From the Mezzethes (Greek-style tapas) menu we had the saganaki, a breaded pan-fried mountain sheep cheese with pita. If you've never had deep-fried cheese before, The Greek Gastown might be just the place to order some. This cheese cut like a German schnitzel but was completely meat-free. Using my knife, I would make small cuts to eat with the paired pita. The pita, by the way, was excellent. This pita released a light stream of steam indicating its freshness out of the kitchen. The herbs on the pita were simple but gave it a little extra oomph making it a great vessel to transport the saganaki into my mouth.
From the fish menu came the octopothi, which was grilled octopus served with olive oil, lemon caper dressing, and crispy potatoes. Oh man, this was by far my favourite dish of the evening. Before The Greek Gastown, I was thinking the octopus from Nightingale was my favourite, but The Greek's take was positively meaty.
With a solid mix of tentacles and suckers to chew on, this dish never got boring with subsequent bites. The olive oil was a pleasurable sauce that lathered itself into every bite of octopus. The perfect contrast to this umami flavour was the bed of crispy potatoes underneath it all. If you're here for your first experience of The Greek, I'd highly recommend ordering the octopothi and resisting the urge to hog it from the rest of your table.

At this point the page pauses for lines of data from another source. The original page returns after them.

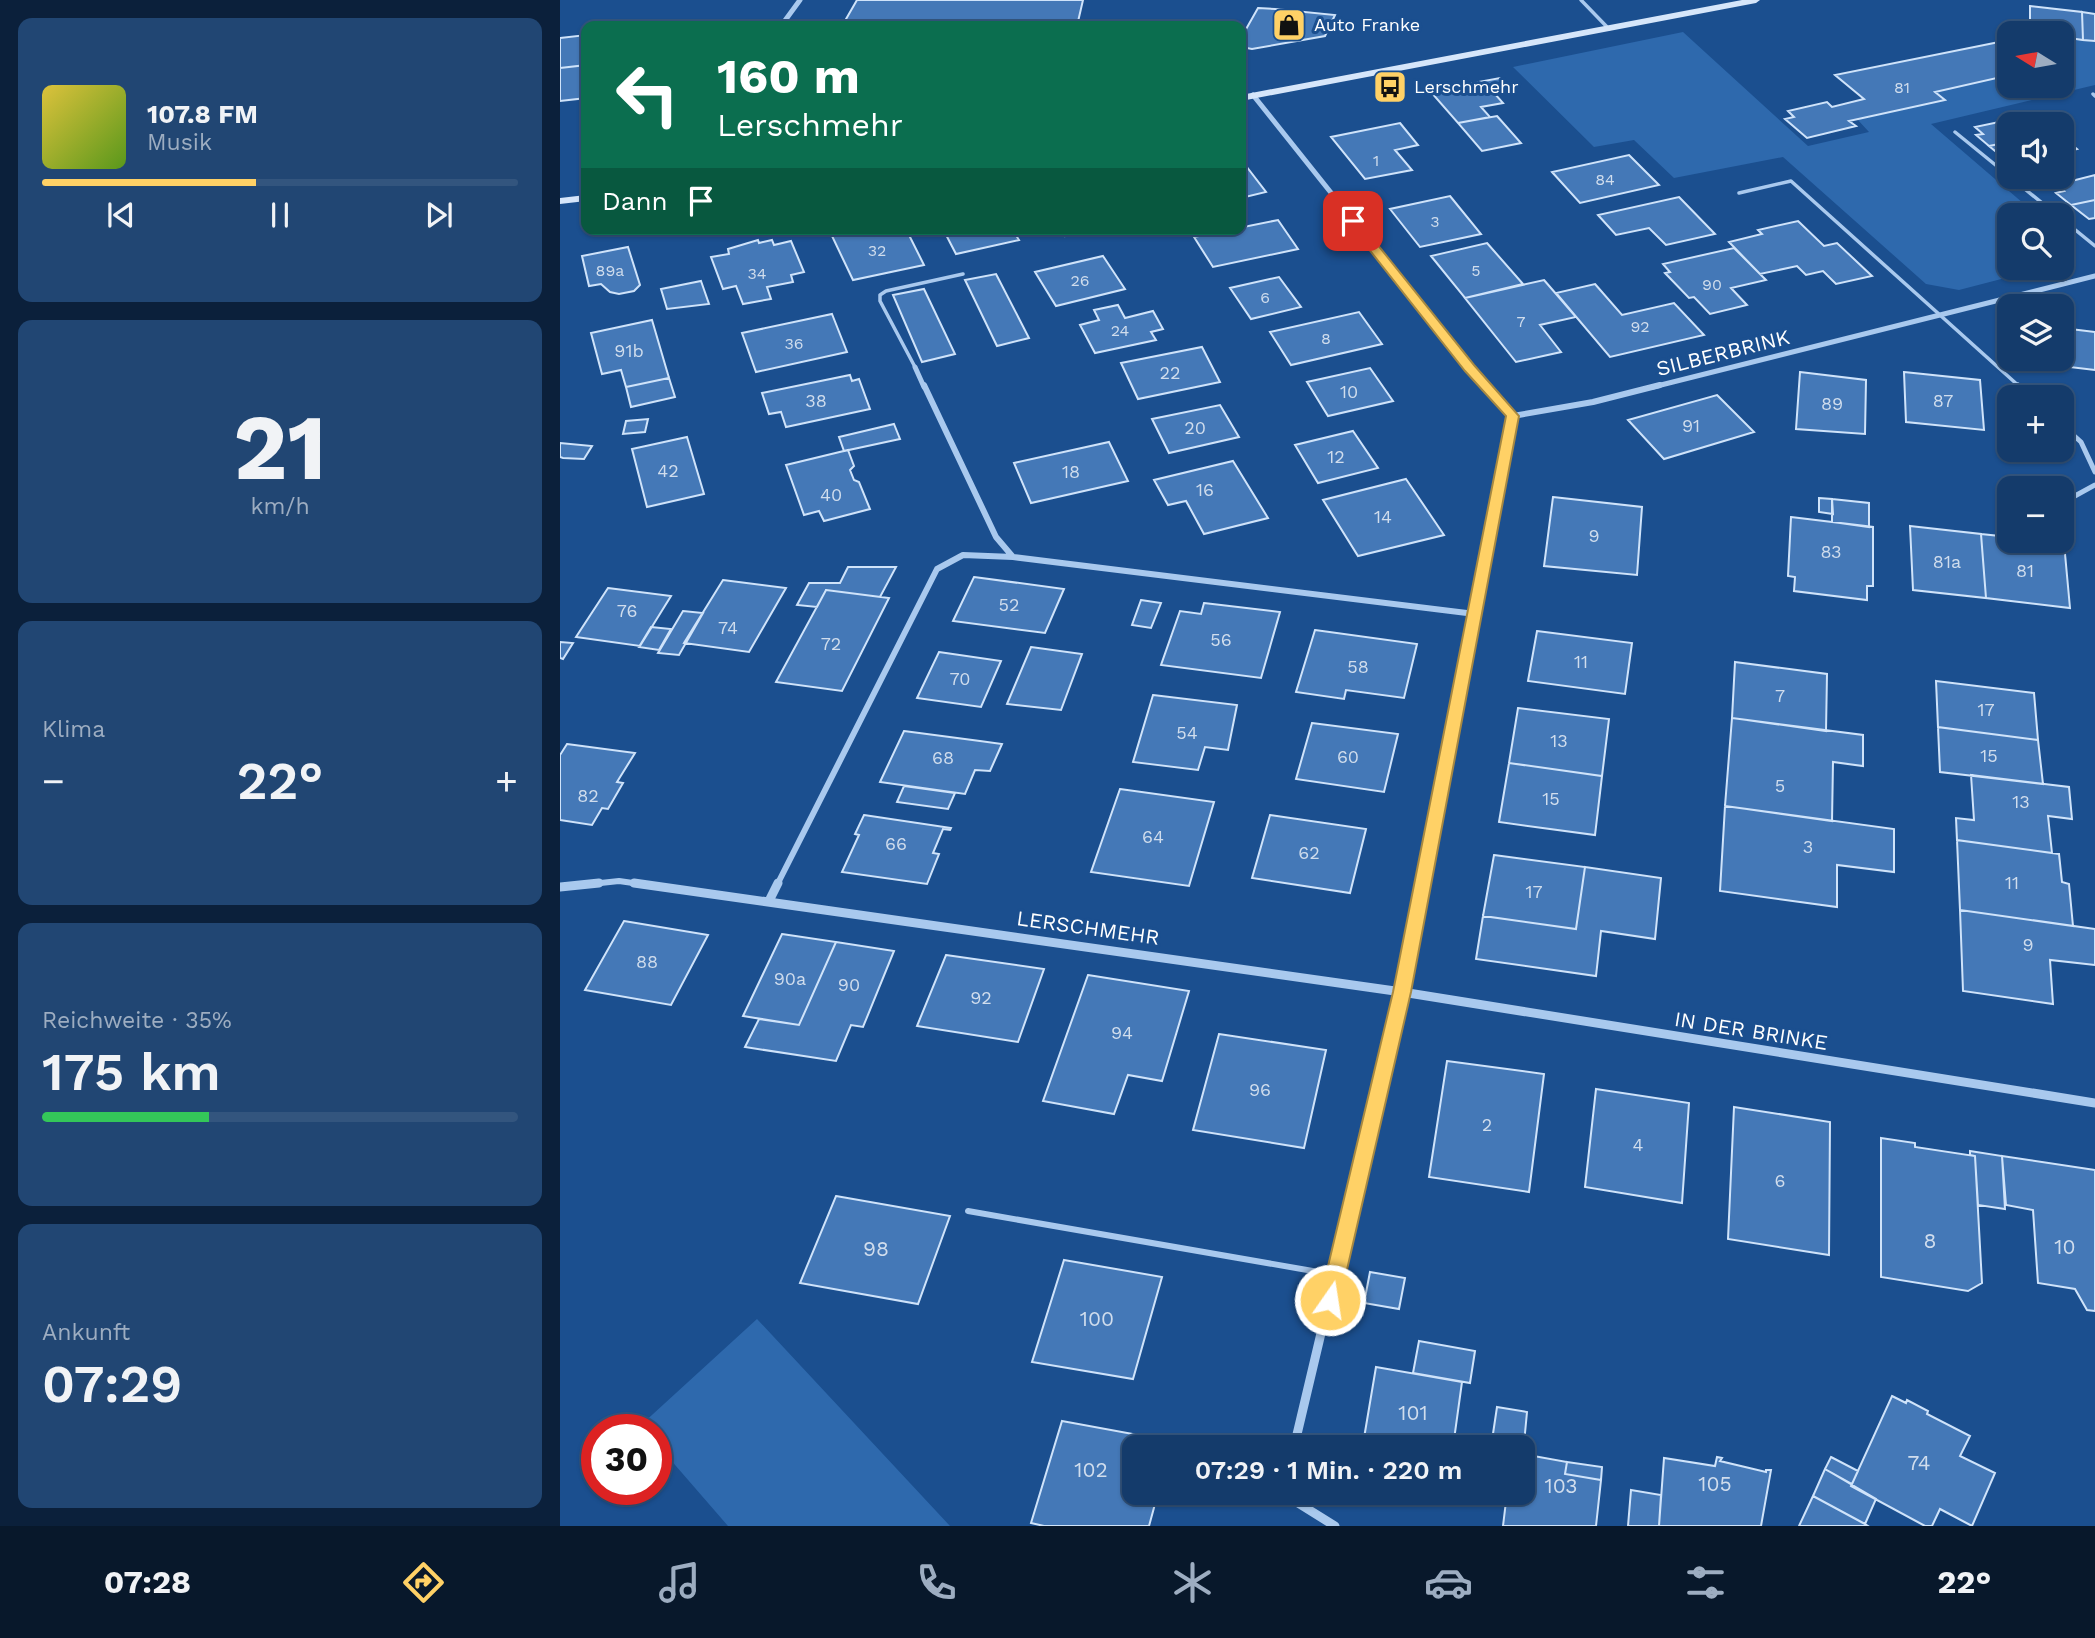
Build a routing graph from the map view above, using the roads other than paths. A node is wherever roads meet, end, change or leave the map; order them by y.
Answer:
1 (800, 0) edge
2 (1581, 0) edge
3 (1756, 0) edge
4 (785, 21) edge
5 (1609, 29) junction
6 (1253, 96) junction
7 (1246, 97) edge
8 (1955, 132) dead end
9 (1997, 166) edge
10 (2025, 189) edge
11 (1739, 193) dead end
12 (581, 199) edge
13 (560, 201) edge
14 (2042, 203) edge
15 (2074, 229) edge
16 (2095, 246) edge
17 (963, 274) dead end
18 (2095, 275) edge
19 (1940, 316) junction
20 (915, 367) joint
21 (2018, 385) edge
22 (1513, 416) junction
23 (2074, 436) edge
24 (2095, 472) edge
25 (2095, 485) edge
26 (2074, 496) edge
27 (1013, 557) junction
28 (1475, 614) junction
29 (560, 887) edge
30 (769, 901) junction
31 (1402, 992) junction
32 (2095, 1103) edge
33 (968, 1211) dead end
34 (1336, 1275) junction
35 (1297, 1435) edge
36 (1301, 1505) edge
37 (1335, 1526) edge

1 - 4 street
2 - 5 lane
3 - 5 street
5 - 6 street
6 - 7 street
6 - 22 street
8 - 9 lane
10 - 14 lane
11 - 19 lane
12 - 13 street
15 - 16 lane
17 - 20 lane
18 - 19 street, SILBERBRINK
19 - 21 lane
19 - 22 street, SILBERBRINK
20 - 27 street
22 - 28 street
23 - 24 lane
25 - 26 lane
27 - 28 street
27 - 30 street
28 - 31 street
29 - 30 street, LERSCHMEHR
30 - 31 street, LERSCHMEHR
31 - 32 street, IN DER BRINKE
31 - 34 street
33 - 34 lane
34 - 35 street
36 - 37 street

Next up was the country lamb, a "fall off the bone" lamb shoulder with seasonal vegetables, potatoes, and rice. This was served in the cutest silver casserole dish with an intense aroma rising up from the slow-cooked lamb. Each cleave of my fork into the lamb yielded a ton of lamb. The skin was the greatest sin, calorie-wise, but also so delicious. I could imagine myself sharing this country lamb with 2 other diners if I was also eating the octopus (and based on my recount above, I know I'm ordering the octopus again). The potatoes and rice were not to be forgotten either. While the rice was full of spices to keep it interesting, I was hoping some flavours or aroma would have penetrated the potato because as they stood on their own, they were really just thick chunks of potato, and a little less exciting when compared to the potato served with the octopus.

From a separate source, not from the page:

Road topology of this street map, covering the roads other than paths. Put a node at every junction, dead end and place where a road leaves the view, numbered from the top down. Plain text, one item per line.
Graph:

Moving onto desserts, we had both the ekmek and baklava. Both being traditional Greek desserts, I was excited when both arrived at the same time. The ekmek was a vanilla custard with an embedded kataifi (vermicelli-like pastry) crust, whipped cream, and pistachio. This was my favourite of the two desserts. The custard was extremely smooth and mixed well with the pistachio. You know the sensation when you've got a good vanilla ice cream with bits of vanilla bean within? Same feeling here.

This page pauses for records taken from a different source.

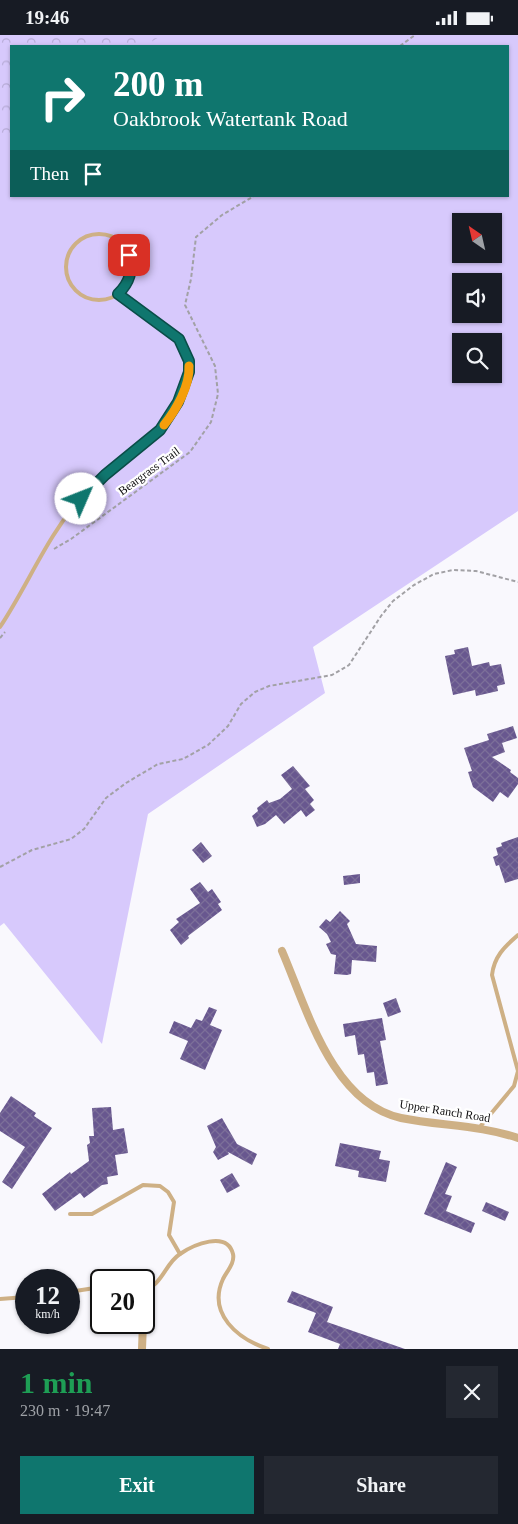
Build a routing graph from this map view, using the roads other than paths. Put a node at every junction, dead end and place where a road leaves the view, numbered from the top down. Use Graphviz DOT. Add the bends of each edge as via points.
graph roads {
  1 [pos="118,294"];
  2 [pos="0,627"];
  3 [pos="518,935"];
  4 [pos="282,951"];
  5 [pos="480,1128"];
  6 [pos="518,1138"];
  7 [pos="70,1214"];
  8 [pos="180,1254"];
  9 [pos="155,1284"];
  10 [pos="15,1298"];
  11 [pos="0,1299"];
  12 [pos="142,1334"];
  13 [pos="142,1349"];
  14 [pos="268,1349"];
  1 -- 1 [label="lane" via="128,281 132,265 123,245 104,235 83,239 68,254 66,265 71,285 78,293 98,300"];
  1 -- 2 [label="lane" via="179,339 189,361 187,383 171,416 160,430 105,475 61,523"];
  3 -- 5 [label="lane" via="494,962 492,975 518,1071 514,1086"];
  4 -- 5 [label="street, Upper Ranch Road" via="330,1063 359,1098 400,1118"];
  5 -- 6 [label="street, Upper Ranch Road"];
  7 -- 8 [label="lane" via="92,1215 143,1185 160,1186 174,1202 169,1235"];
  8 -- 9 [label="lane"];
  8 -- 14 [label="lane" via="208,1241 218,1240 229,1247 233,1254 219,1295 221,1309 237,1334"];
  10 -- 11 [label="lane"];
  12 -- 13 [label="street"];
}
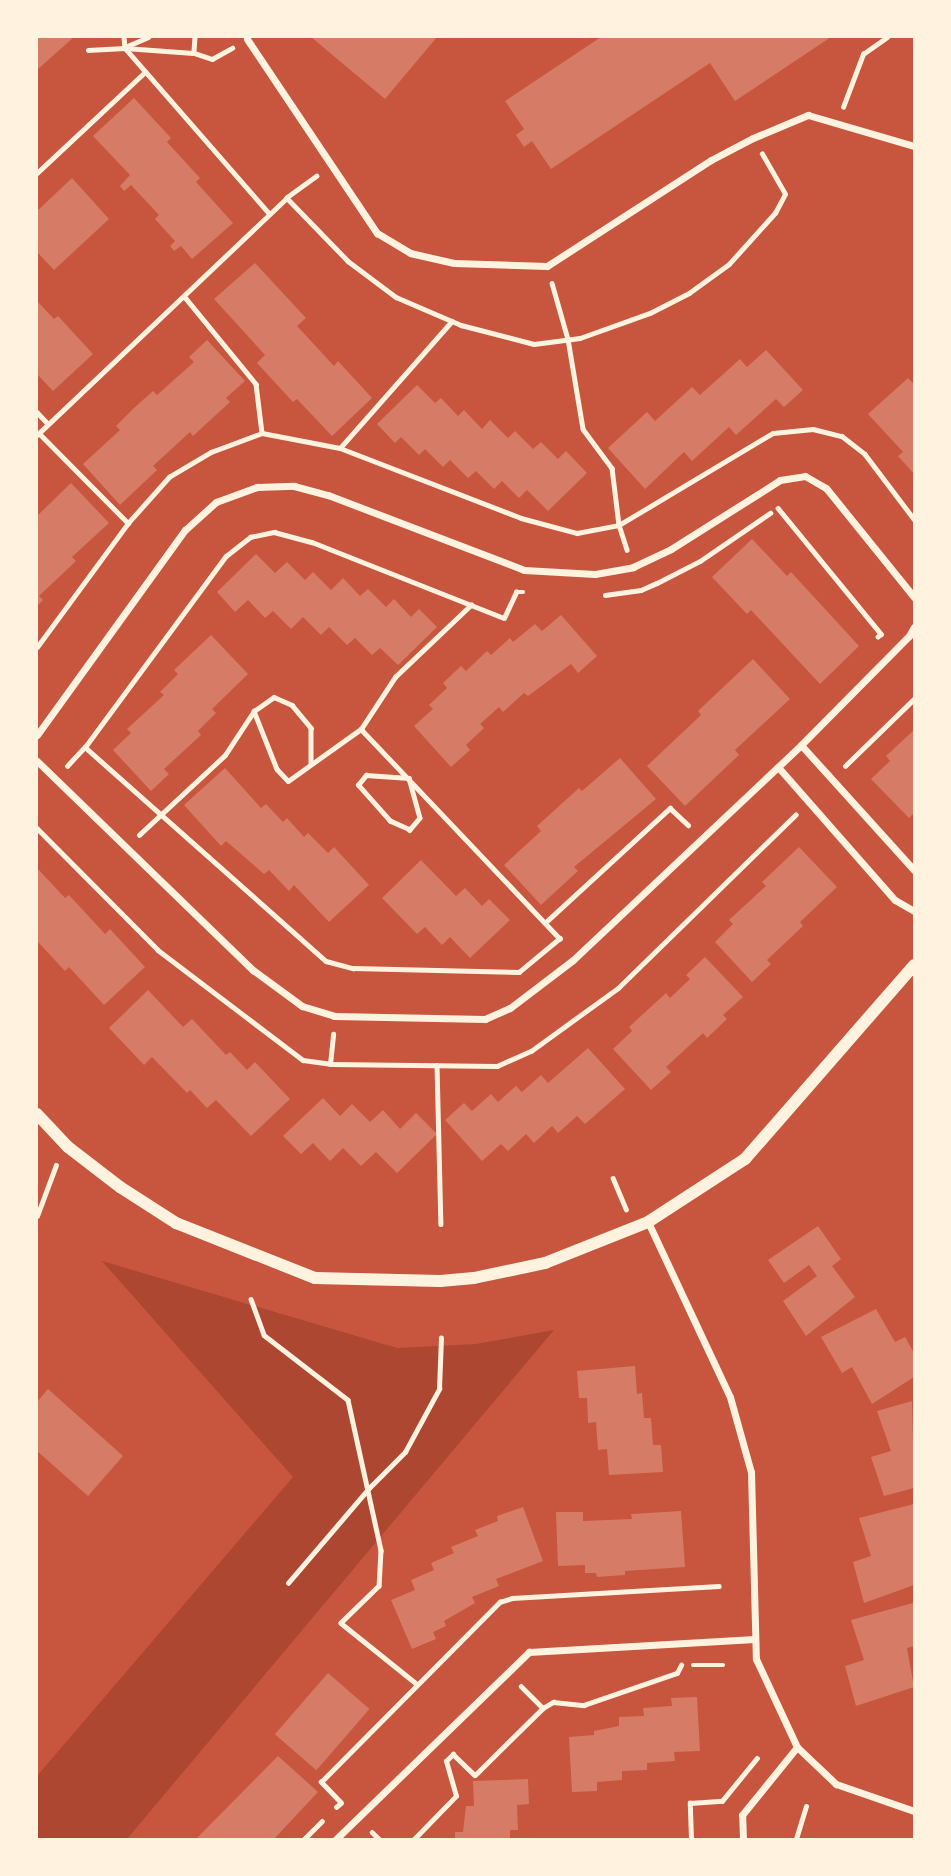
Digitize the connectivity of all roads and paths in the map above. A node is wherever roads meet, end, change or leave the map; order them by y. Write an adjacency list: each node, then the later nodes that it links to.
1 (124, 37): 6 (path)
2 (148, 37): 6 (path)
3 (195, 37): 8 (path)
4 (887, 37): 10 (path)
5 (247, 39): 8 (path); 15 (street)
6 (125, 48): 7 (path); 8 (path); 9 (path)
7 (88, 50)
8 (194, 53)
9 (145, 72): 12 (path); 14 (path)
10 (836, 124): 11 (street); 15 (street)
11 (914, 146)
12 (37, 173)
13 (287, 198): 14 (path)
14 (270, 214): 16 (path)
15 (547, 266): 25 (path)
16 (184, 296): 19 (path); 20 (path)
17 (452, 321): 22 (path)
18 (37, 412): 19 (path)
19 (48, 424): 21 (path)
20 (262, 433): 22 (path); 24 (path)
21 (38, 434): 24 (path)
22 (340, 448): 25 (path)
23 (914, 519): 25 (path)
24 (128, 523): 34 (path)
25 (619, 525): 26 (path)
26 (633, 567): 27 (path); 30 (street); 38 (street)
27 (641, 590): 29 (path); 33 (path)
28 (529, 593): 31 (path)
29 (601, 595)
30 (914, 597)
31 (471, 605): 37 (path); 40 (path)
32 (914, 626): 39 (street)
33 (872, 643)
34 (37, 647)
35 (914, 699): 44 (path)
36 (254, 711): 42 (path); 42 (path); 48 (path)
37 (360, 729): 42 (path); 46 (path)
38 (37, 735)
39 (801, 745): 43 (street); 44 (street)
40 (85, 747): 45 (path); 48 (path)
41 (37, 761): 45 (street)
42 (311, 764)
43 (778, 767): 47 (street); 56 (street)
44 (827, 775): 52 (street)
45 (54, 778): 51 (street)
46 (409, 778): 46 (path); 54 (path)
47 (804, 798): 53 (street); 60 (path)
48 (160, 815): 51 (path); 55 (path)
49 (698, 816): 54 (path)
50 (37, 828): 59 (path)
51 (126, 847): 58 (street)
52 (914, 870)
53 (914, 911)
54 (547, 922): 55 (path)
55 (560, 938): 56 (path)
56 (573, 960): 58 (street)
57 (914, 965): 65 (street)
58 (334, 1016): 59 (path)
59 (330, 1064): 60 (path)
60 (437, 1065): 66 (path)
61 (37, 1114): 62 (street)
62 (68, 1146): 64 (path); 67 (street)
63 (613, 1178): 67 (path)
64 (37, 1216)
65 (648, 1222): 67 (street); 73 (street)
66 (441, 1224)
67 (633, 1227)
68 (251, 1299): 70 (path)
69 (441, 1338): 70 (path)
70 (369, 1488): 71 (path); 76 (path)
71 (289, 1583)
72 (719, 1586): 76 (path)
73 (755, 1639): 75 (street); 78 (street)
74 (723, 1665): 77 (path)
75 (507, 1672): 77 (path); 83 (street)
76 (417, 1684): 82 (path)
77 (543, 1708): 84 (path)
78 (797, 1747): 81 (street); 86 (street)
79 (757, 1758): 85 (path)
80 (806, 1807): 87 (path)
81 (914, 1811)
82 (304, 1839)
83 (336, 1839)
84 (414, 1839)
85 (691, 1839)
86 (743, 1839)
87 (796, 1839)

Baklava may have been made extra famous by Reddit's promotion of the Vancouver baklava man, but The Greek Gastown takes things up a notch with their version. Featuring layers of filo, nuts and spices, and served with seasonal house-made pistachio ice cream, this was a dessert full of nutty goodness. The filo pie itself would have made for a fine dessert so the ice cream was pure bonus to the experience. I think the filo here was especially flaky and likely because it was fresh out of the kitchen. You can't refrigerate something like this and expect it to remain so flaky and crisp, so I applaud the dessert menu going on at The Greek Gastown. If you weren't full before this baklava, you will be now.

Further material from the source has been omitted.